An indentation or cleft on the surface of an enzyme that performs the catalysis
Geometric complementarity - the cleft is complementary in shape to the substrate
Electronic complementarity - amino acids in the cleft are arranged specifically to attract the substrate
What are the proposed enzyme mechanisms?
Lock and key - enzyme and substrate are perfectly complementary
Induced fit - when the substrate binds the active site alters it shape to fit perfectly
Selected fit - the enzyme explores different structures and is most stable in the structure at the time of the substrate binding
What forced are involved in induced fit?
Van der waals
Electrostatic attraction
Hydrogen bonding
Hydrophobic interactions
Why are enzymes stereospecific?
They tend to be chiral due to the proteins consisting of L-amino acids
Therefore form asymmetric active sites
Therefore some enzymes are only specific for one compound
What do some enzymes require? Why?
Cofactors (the enzymes “chemical teeth”)
Enzymes aren’t suitable alone for redox reactions and group transfer reactions
Types of cofactors?
Metal ions
Eg Cu 2+, Fe 3+ or Zn 2+
Coenzymes:
Cosubstrates - transiently bound (loosely)
Eg NAD, NADP
Prosthetic group - permanently bound to the protein via covalent bonds
Coenzymes must be regenerated- to complete the catalytic cycle, it must return to original state
What are the states of an enzyme?
Apoenzyme - inactive enzyme
Holoenzyme - active enzyme
Apoenzyme + cofactor ⇌ holoenzyme
What is the transition state? Enzymes effect?
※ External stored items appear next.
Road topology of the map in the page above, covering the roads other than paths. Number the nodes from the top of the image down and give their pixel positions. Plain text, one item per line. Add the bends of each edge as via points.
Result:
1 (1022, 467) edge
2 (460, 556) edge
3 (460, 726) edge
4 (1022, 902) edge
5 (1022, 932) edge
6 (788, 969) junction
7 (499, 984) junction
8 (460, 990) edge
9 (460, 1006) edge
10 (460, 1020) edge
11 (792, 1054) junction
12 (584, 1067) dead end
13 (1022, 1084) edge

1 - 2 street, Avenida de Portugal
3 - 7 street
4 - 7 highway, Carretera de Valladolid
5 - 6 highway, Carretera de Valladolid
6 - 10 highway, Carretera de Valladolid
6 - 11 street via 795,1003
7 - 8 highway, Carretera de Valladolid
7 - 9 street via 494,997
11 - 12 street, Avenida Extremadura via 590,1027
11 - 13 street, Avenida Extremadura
The point of highest free energy in a reaction
The enzyme doesn’t alter the ΔG but can decrease the ΔG++ (the difference in Gibbs free energy between the transition state and the reactants)
This allows the reaction to approach equilibrium faster than without a catalyst
So they reduce the free energy of the transition state and therefore stabilise the transition state
What is the reaction coordinate?
Reactants proceeding along the path of minimum free energy
So a plot called a transition state diagram is the free energy v the reaction coordinate
What can be produced in a multistep reaction?
The step with the highest transition state free energy acts as a ‘bottleneck’ and is called the rate determining step
What are the types of catalytic mechnanisms enzymes employ?
Acid-base catalysis Covalent catalysis Metal ion catalysis Proximity and orientation effects Preferential binding of the transition state complex
What is acid catalysis?
A process where a proton is transferred from an acid which lowers the free energy of a reaction’s transition state
What is base catalysis?
A proton is abstracted by a base in order to increase the rate
Give an example of acid-base catalysis?
Bovine pancreatic RNase A
It is secreted by the pancreas into the small intestine where it hydrolyses RNA to its component nucelotides
It has a His12 residue to act as a base and a His119 residue to act as an acid to first promote nucleophilic attack and bond cleavage
After this they swap roles and now promote hydrolysis
Which amino acids are useful as acid/bases and why?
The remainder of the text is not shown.